Police intimidation: no way to work with community

The Hon. Barry O’Farrell, MP, Premier of NSW

Monday 11 March, 2013

Open Letter

Dear Premier,

Last Friday evening I attended the protest against police behaviour during Mardi Gras at Taylor Square.  Over a thousand concerned citizens turned out to protest police practices surrounding the event.  Although the full circumstances surrounding the treatment of Jamie Jackson have yet to be established, the footage has clearly hit a nerve and unleashed much more widespread community dissatisfaction and longstanding feelings of mistreatment at the hands of police among communities participating in Mardi Gras.

Community organisations are meeting with police next week to discuss ways of addressing the situation.  Among the proposals that are put to them, a clear message must be sent that we demand the removal of sniffer dogs from the arsenal of police techniques used at our events and on our streets.

For over a decade now, NSW police have used drug detection dogs as a pretext to subject sexual and racial minorities, the homeless, and youth attending music festivals to harassment and intimidation. This practice must be stopped.  Nowhere else in the western world is such widespread, active and high profile use of sniffer dogs accepted or tolerated except in highly circumscribed contexts such as airports and during bomb threats.  It sends the wrong message about police attitudes to the public they say they want to work with and it reeks of contempt towards the communities the police are meant to serve.  I firmly believe that there will be no improvement in community-police relations until the Police Powers Act is amended to bring this practice within the same sort of highly restricted parameters as civilised jurisdictions internationally.  Indeed, the community response to the Jamie Jackson incident suggests that despite years of dedicated hard interagency work on the part of Gay and Lesbian Liaison Officers, community organisations, and concerned officers within government and the police force, a deep sense of hostility and resentment towards police seethes beneath the surface of our community, largely attributable to this practice and its unnecessary use in otherwise peaceful community spaces.

The suitability of drug detection dogs as a means of responding to drug use has been roundly criticized by public health specialists and criminologists and this is not the place to rehearse these points (but see the damning NSW Ombudsman’s review of the practice in its 2006 report).

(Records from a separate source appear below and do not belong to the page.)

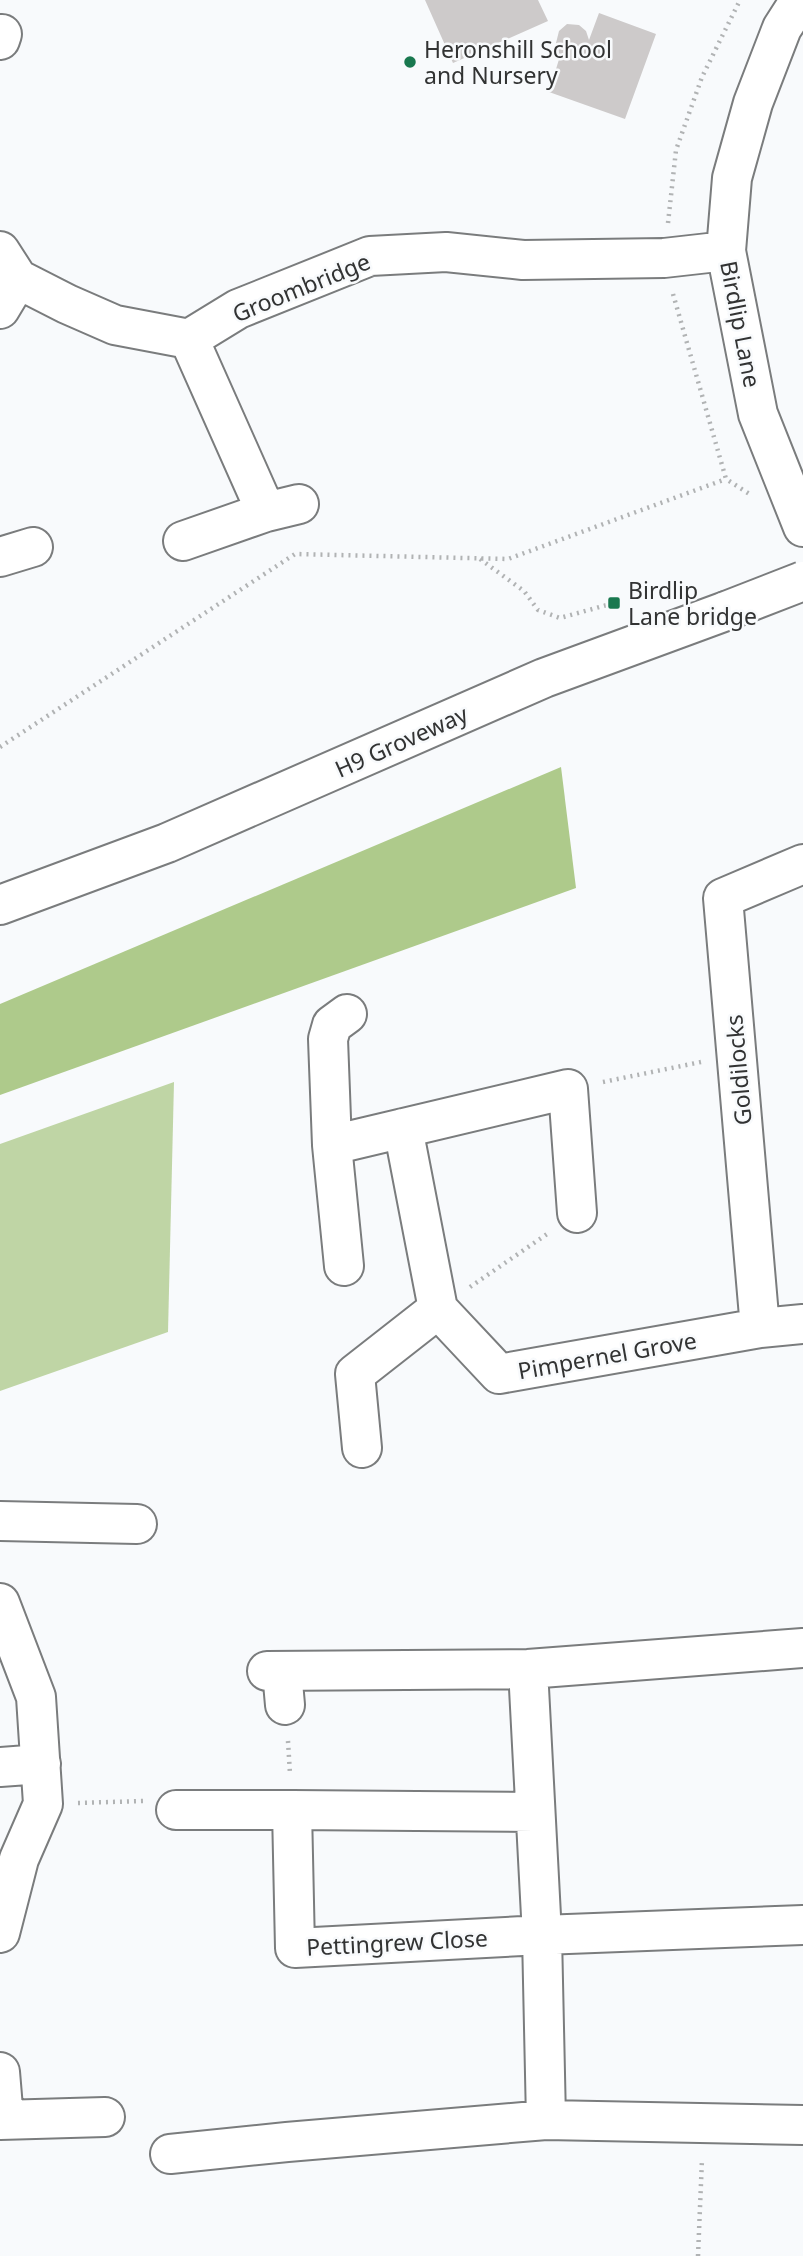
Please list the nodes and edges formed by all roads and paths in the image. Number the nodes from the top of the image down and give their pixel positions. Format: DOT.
graph roads {
  1 [pos="800,0"];
  2 [pos="0,34"];
  3 [pos="0,40"];
  4 [pos="726,251"];
  5 [pos="6,280"];
  6 [pos="189,339"];
  7 [pos="726,479"];
  8 [pos="803,527"];
  9 [pos="183,541"];
  10 [pos="479,558"];
  11 [pos="803,581"];
  12 [pos="614,603"];
  13 [pos="0,747"];
  14 [pos="803,864"];
  15 [pos="0,905"];
  16 [pos="347,1014"];
  17 [pos="737,1055"];
  18 [pos="568,1089"];
  19 [pos="403,1128"];
  20 [pos="332,1145"];
  21 [pos="578,1213"];
  22 [pos="344,1266"];
  23 [pos="438,1310"];
  24 [pos="803,1324"];
  25 [pos="760,1328"];
  26 [pos="362,1448"];
  27 [pos="0,1521"];
  28 [pos="137,1524"];
  29 [pos="0,1603"];
  30 [pos="803,1648"];
  31 [pos="528,1669"];
  32 [pos="278,1682"];
  33 [pos="41,1764"];
  34 [pos="0,1767"];
  35 [pos="43,1804"];
  36 [pos="176,1810"];
  37 [pos="292,1810"];
  38 [pos="534,1812"];
  39 [pos="803,1925"];
  40 [pos="0,1933"];
  41 [pos="542,1935"];
  42 [pos="0,2072"];
  43 [pos="105,2118"];
  44 [pos="2,2120"];
  45 [pos="546,2120"];
  46 [pos="704,2124"];
  47 [pos="803,2125"];
  48 [pos="170,2154"];
  49 [pos="698,2256"];
  1 -- 4 [label="street, Birdlip Lane"];
  2 -- 3 [label="street"];
  4 -- 6 [label="street, Groombridge"];
  4 -- 8 [label="street, Birdlip Lane"];
  5 -- 6 [label="street"];
  6 -- 9 [label="street"];
  7 -- 10 [label="path"];
  10 -- 12 [label="path"];
  10 -- 13 [label="path"];
  11 -- 15 [label="street, H9 Groveway, bridge"];
  14 -- 17 [label="street, Goldilocks"];
  16 -- 20 [label="street"];
  17 -- 18 [label="path"];
  17 -- 25 [label="street, Goldilocks"];
  18 -- 19 [label="street"];
  18 -- 21 [label="street"];
  19 -- 20 [label="street"];
  19 -- 23 [label="street"];
  20 -- 22 [label="street"];
  21 -- 23 [label="path"];
  23 -- 25 [label="street, Pimpernel Grove"];
  23 -- 26 [label="street"];
  24 -- 25 [label="street, Pimpernel Grove"];
  27 -- 28 [label="street"];
  29 -- 33 [label="street"];
  30 -- 31 [label="street"];
  31 -- 32 [label="street"];
  31 -- 38 [label="street"];
  32 -- 37 [label="path"];
  33 -- 34 [label="street"];
  33 -- 35 [label="street"];
  35 -- 36 [label="path"];
  35 -- 40 [label="street"];
  36 -- 37 [label="street"];
  37 -- 38 [label="street"];
  37 -- 41 [label="street, Pettingrew Close"];
  38 -- 41 [label="street"];
  39 -- 41 [label="street, Pettingrew Close"];
  41 -- 45 [label="street"];
  42 -- 44 [label="street"];
  43 -- 44 [label="street"];
  45 -- 46 [label="street"];
  45 -- 48 [label="street"];
  46 -- 47 [label="street"];
  46 -- 49 [label="path"];
}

Suffice it to say that the practice has been evaluated as not only very costly but ineffective with respect to drug detection, and counterproductive in terms of drug harm.  It is deemed by many specialists to be inconsistent with harm minimisation principles. Drug detection dogs are likely implicated, for example, in the 2009 death of Gemma Thoms at a music festival in Perth, where she panicked at the sight of police dogs and took her three ecstasy tablets at once to avoid detection.  Meanwhile, the many people who do not use drugs at these events are subjected to unwarranted suspicion and surveillance, including full body strip searches in recent documented cases at Mardi Gras.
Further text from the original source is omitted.